Which lines below hold the word "list"? Report each one.

★ ★ ★ ★ ★ ★ ★

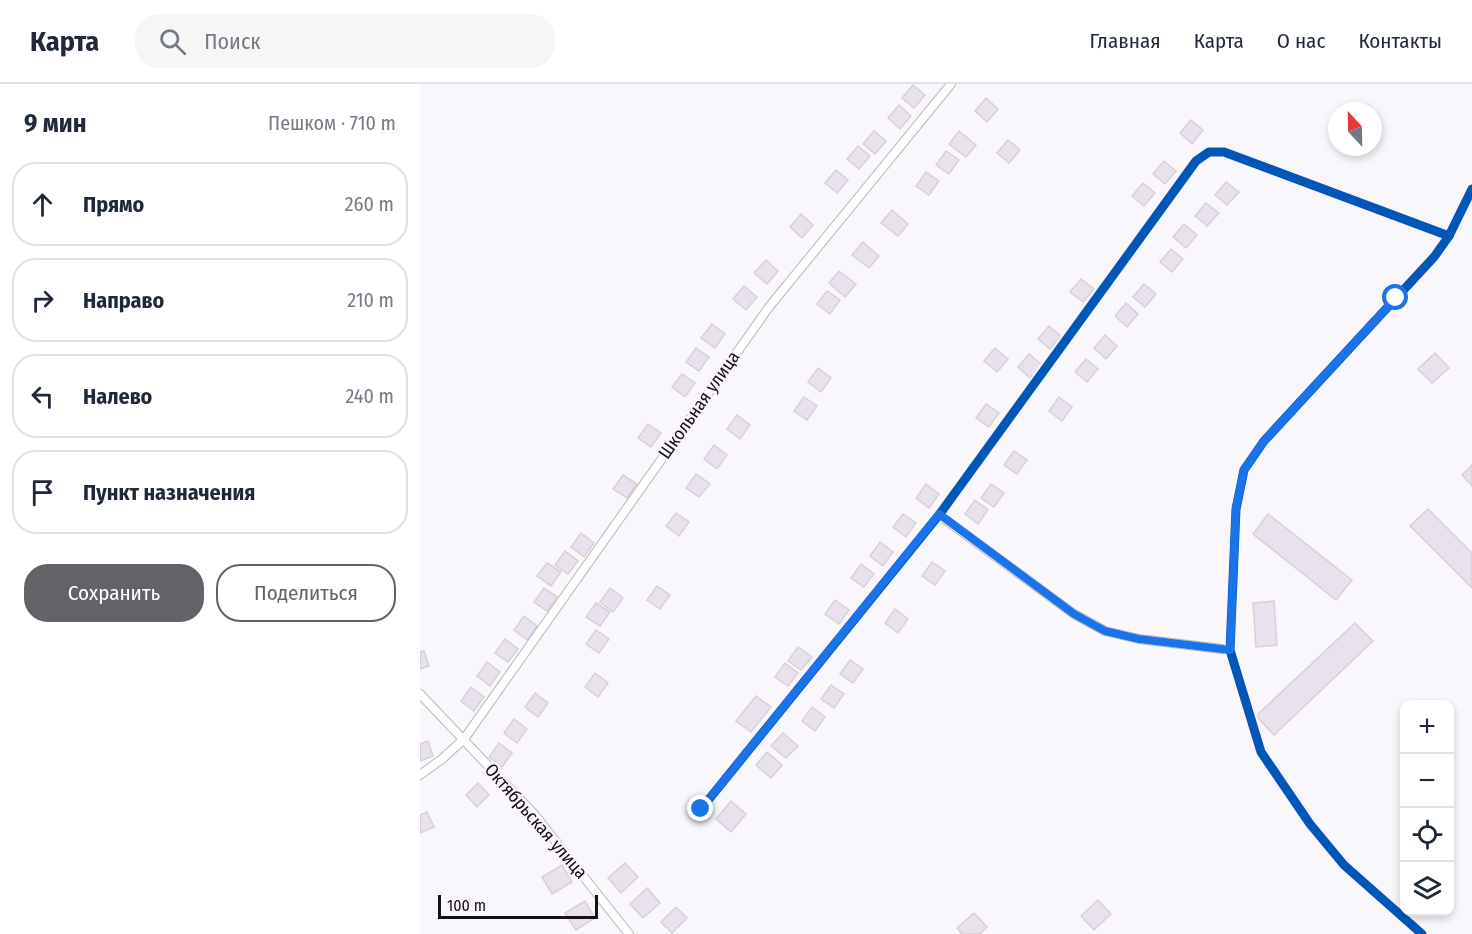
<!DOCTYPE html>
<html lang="ru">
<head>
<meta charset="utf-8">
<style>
  body { margin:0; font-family:"Fira Sans Condensed",sans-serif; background:#f6f6f7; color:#1f2937 }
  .controls { position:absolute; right:18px; bottom:18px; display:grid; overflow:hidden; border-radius:12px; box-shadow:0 3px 9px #0003 }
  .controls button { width:54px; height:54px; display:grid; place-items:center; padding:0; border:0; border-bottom:2px solid #e0e1e3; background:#fff; color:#1f2937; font:30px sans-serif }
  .compass { position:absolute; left:908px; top:18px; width:54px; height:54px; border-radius:50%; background:#fff; box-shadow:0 3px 9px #0003; rotate:338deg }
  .scale { position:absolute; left:18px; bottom:15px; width:160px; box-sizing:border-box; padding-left:6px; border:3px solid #141215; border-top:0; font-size:16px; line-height:21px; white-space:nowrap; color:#141215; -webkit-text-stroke:4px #faf5fd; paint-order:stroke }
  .stop { position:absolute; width:18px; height:18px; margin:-14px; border:4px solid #1a73e8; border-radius:50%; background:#fff }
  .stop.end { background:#1a73e8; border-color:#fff; box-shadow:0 2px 6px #0008 }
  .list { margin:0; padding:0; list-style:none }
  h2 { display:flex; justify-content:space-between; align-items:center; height:78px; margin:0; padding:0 24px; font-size:26px }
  h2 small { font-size:20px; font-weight:400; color:#747a83 }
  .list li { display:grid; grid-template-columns:39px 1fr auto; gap:18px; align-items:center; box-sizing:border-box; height:84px; margin:0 12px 12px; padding:0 12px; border:2px solid #e0e1e3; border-radius:24px }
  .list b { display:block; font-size:22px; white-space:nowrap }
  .list em { font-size:20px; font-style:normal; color:#747a83 }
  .actions { display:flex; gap:12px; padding:18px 24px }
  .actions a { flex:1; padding:14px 0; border:2px solid #646266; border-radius:24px; text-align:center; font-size:21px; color:#646266 }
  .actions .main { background:#646266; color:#fff }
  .icon { flex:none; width:33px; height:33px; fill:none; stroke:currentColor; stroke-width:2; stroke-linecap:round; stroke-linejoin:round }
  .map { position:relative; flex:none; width:1052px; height:850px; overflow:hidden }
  header { display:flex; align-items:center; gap:36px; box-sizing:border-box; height:84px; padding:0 30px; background:#fff; border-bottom:2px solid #e0e1e3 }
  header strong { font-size:28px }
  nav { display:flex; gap:33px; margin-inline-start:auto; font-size:21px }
  .search { width:420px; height:54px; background:#f6f6f7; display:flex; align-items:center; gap:15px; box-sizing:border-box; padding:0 21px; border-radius:24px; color:#747a83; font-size:22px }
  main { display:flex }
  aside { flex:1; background:#fff }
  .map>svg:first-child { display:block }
  .building { fill:#e9e2ee; stroke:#d4d2d5; stroke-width:1.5 }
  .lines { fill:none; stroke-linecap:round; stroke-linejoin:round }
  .minor-casing { stroke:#b9b7ba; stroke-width:10 }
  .minor { stroke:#fefefe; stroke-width:8 }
  .cycleway-casing { stroke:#faf5fd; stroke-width:13 }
  .cycleway { stroke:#0057b8; stroke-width:9 }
  .route { stroke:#1a73e8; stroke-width:8 }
  .labels { text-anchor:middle; stroke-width:5; stroke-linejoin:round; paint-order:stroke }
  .street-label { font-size:18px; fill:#141215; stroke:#faf5fd }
</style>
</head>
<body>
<header>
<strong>Карта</strong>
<div class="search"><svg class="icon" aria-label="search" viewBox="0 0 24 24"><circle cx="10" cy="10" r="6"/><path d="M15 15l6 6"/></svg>Поиск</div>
<nav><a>Главная</a><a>Карта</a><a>О нас</a><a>Контакты</a></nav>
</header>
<main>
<aside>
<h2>9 мин<small>Пешком · 710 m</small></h2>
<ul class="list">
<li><svg class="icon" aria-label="ahead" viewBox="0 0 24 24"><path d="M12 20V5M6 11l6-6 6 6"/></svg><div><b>Прямо</b></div><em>260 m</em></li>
<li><svg class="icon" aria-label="right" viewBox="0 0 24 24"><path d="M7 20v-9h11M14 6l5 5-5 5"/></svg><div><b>Направо</b></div><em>210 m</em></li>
<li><svg class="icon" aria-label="left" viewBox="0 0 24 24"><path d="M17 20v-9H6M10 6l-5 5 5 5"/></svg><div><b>Налево</b></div><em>240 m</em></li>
<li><svg class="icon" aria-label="arrive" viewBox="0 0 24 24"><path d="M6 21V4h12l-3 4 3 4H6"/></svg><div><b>Пункт назначения</b></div></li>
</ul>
<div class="actions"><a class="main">Сохранить</a><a>Поделиться</a></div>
</aside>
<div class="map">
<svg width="1052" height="850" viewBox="0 0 1052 850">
  <rect width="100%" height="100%" fill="#f9f7fb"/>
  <g class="building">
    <polygon points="493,1 505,11 494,24 482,14"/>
    <polygon points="566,14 578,25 567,38 555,27"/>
    <polygon points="479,21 491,32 480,45 468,34"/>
    <polygon points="771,36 783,46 772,60 760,49"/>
    <polygon points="454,47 466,57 455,70 443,60"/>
    <polygon points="539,47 556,61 546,73 529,60"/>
    <polygon points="588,56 600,66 589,79 577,69"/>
    <polygon points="438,62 450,72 439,85 427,75"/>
    <polygon points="526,67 539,76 529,90 516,81"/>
    <polygon points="744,77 756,87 745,100 733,90"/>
    <polygon points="416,86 428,96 417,109 405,99"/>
    <polygon points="506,88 519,97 509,111 496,102"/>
    <polygon points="806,98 819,108 807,121 795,111"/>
    <polygon points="723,99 735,109 724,122 712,112"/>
    <polygon points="786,119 799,129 787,142 775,132"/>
    <polygon points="472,126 488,140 478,152 461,139"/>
    <polygon points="381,130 393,141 382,154 370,143"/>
    <polygon points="764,140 777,151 766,164 753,153"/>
    <polygon points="443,158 459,172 449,184 432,171"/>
    <polygon points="751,165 763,175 752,188 740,178"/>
    <polygon points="346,176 358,187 347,200 334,189"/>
    <polygon points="419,187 436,200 425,213 409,199"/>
    <polygon points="661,195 674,205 663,218 650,208"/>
    <polygon points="724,200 736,210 725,223 713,213"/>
    <polygon points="324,202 337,213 326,226 313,215"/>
    <polygon points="407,207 420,216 410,230 397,220"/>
    <polygon points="706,219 718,230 707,243 695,232"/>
    <polygon points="292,240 305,250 295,264 281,254"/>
    <polygon points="629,242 641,252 630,265 618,255"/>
    <polygon points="685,251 697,262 686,275 674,264"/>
    <polygon points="276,264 289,273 279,287 266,278"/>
    <polygon points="575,264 588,275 577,288 564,277"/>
    <polygon points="1015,269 1029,284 1012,299 998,285"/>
    <polygon points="609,270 622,281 610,294 598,283"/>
    <polygon points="666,275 678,285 667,298 655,288"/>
    <polygon points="398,284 411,294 401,308 388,298"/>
    <polygon points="262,290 275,299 265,313 252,303"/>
    <polygon points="384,313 397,322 387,336 374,327"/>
    <polygon points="639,313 652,323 642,337 629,327"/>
    <polygon points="566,320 579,329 569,343 556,334"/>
    <polygon points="317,331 330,341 320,355 307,345"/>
    <polygon points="228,340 241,349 231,363 218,354"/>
    <polygon points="294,361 307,371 297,385 284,375"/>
    <polygon points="594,367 607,376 597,390 584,381"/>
    <polygon points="1052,381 1052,402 1042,391"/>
    <polygon points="276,390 290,400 279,413 266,404"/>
    <polygon points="203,391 217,400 207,414 193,405"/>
    <polygon points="506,400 519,410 509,424 496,414"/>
    <polygon points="571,400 584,409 574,423 561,414"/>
    <polygon points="555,416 568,426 558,440 545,430"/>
    <polygon points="1008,425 1052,469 1052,504 990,442"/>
    <polygon points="256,429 269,438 259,452 246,442"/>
    <polygon points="483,430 496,439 486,453 473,443"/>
    <polygon points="848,430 932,496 916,516 833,450"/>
    <polygon points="161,449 174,459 164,473 151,463"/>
    <polygon points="460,458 473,468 463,482 450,472"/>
    <polygon points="145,467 158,477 148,490 135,481"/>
    <polygon points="512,478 525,487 515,501 502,492"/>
    <polygon points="127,479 141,488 131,502 117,492"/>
    <polygon points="441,480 454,490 444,503 431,494"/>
    <polygon points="237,502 250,511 240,525 227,516"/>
    <polygon points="124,504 137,513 127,527 114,518"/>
    <polygon points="190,504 203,514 193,528 180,518"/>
    <polygon points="415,516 429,526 419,540 405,530"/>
    <polygon points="854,517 857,561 836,563 833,519"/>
    <polygon points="176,519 190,528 180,542 166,533"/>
    <polygon points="475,525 488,535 478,549 465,539"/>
    <polygon points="104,532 117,542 107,556 94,546"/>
    <polygon points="935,539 953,557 854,651 836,632"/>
    <polygon points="176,546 189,555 179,569 166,560"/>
    <polygon points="85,555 98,565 88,578 75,569"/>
    <polygon points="378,563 392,573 381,586 368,577"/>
    <polygon points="4,567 9,582 0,585 0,568"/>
    <polygon points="430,576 443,585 433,599 420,590"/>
    <polygon points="67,578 80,588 70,602 57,592"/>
    <polygon points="365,579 378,589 368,602 355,593"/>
    <polygon points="175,589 188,599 178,613 165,603"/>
    <polygon points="411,601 424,610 414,624 401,615"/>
    <polygon points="51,603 64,613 54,627 41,617"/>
    <polygon points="115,609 128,619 118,633 105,623"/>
    <polygon points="336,612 351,623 331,648 316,637"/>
    <polygon points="392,623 405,633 395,647 382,637"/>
    <polygon points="94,635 107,645 97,659 84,649"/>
    <polygon points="363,649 378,662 366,674 351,662"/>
    <polygon points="8,657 13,672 0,677 0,660"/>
    <polygon points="79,659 92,669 82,683 69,673"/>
    <polygon points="347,668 362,681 351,694 336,681"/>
    <polygon points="58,699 69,711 57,723 46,711"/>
    <polygon points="311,717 326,730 311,748 296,735"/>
    <polygon points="7,728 14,743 0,749 0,731"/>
    <polygon points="205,779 218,793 201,809 188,794"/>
    <polygon points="142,781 152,798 132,810 122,793"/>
    <polygon points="227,804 240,819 223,834 210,820"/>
    <polygon points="678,816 691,830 674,846 661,832"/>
    <polygon points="165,817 175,834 156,846 145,829"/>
    <polygon points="256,823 267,834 252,849 241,838"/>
    <polygon points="554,829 567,843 560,850 542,850 537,844"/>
  </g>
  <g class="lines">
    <g class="minor-casing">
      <g id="minor">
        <polyline points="519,431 654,530 685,547 719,555 810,566"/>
        <polyline points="0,610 114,730 209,850"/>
        <polyline points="0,691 22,675 44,655 349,223 531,0"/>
        <polyline points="281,725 519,431 776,77 789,68 804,68 1029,152"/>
        <polyline points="1002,850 924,781 890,740 841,668 810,566 816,425 824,386 844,357 1014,173 1029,152 1052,105"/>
      </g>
    </g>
    <use href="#minor" class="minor"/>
    <g class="cycleway-casing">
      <g id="cycleway">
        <polyline points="281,725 519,431 776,77 789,68 804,68 1029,152"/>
        <polyline points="1002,850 924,781 890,740 841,668 810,566 816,425 824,386 844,357 1014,173 1029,152 1052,105"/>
      </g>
    </g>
    <use href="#cycleway" class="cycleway"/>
  </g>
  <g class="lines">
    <polyline class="route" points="281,725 519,430 654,530 685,547 719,555 810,566 816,424 824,386 844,357 976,214"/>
  </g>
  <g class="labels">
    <g class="street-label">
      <text transform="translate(279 321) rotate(-55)" y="6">Школьная улица</text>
      <text transform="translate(116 737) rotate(49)" y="6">Октябрьская улица</text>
    </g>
  </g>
</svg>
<div class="controls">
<button>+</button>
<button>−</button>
<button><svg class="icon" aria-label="locate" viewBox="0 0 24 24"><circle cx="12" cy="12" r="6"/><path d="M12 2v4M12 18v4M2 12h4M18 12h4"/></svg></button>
<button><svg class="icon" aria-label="layers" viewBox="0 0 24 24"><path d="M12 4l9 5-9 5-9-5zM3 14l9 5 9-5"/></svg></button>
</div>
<svg class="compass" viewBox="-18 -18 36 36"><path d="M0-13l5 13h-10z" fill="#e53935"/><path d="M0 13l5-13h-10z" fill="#747a83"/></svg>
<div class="scale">100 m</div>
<div class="stop" style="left:976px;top:214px"></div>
<div class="stop end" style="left:281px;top:725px"></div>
</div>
</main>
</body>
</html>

★ ★ ★ ★ ★ ★ ★

# Output of the exercise
  .list { margin:0; padding:0; list-style:none }
  .list li { display:grid; grid-template-columns:39px 1fr auto; gap:18px; align-items:center; box-sizing:border-box; height:84px; margin:0 12px 12px; padding:0 12px; border:2px solid #e0e1e3; border-radius:24px }
  .list b { display:block; font-size:22px; white-space:nowrap }
  .list em { font-size:20px; font-style:normal; color:#747a83 }
<ul class="list">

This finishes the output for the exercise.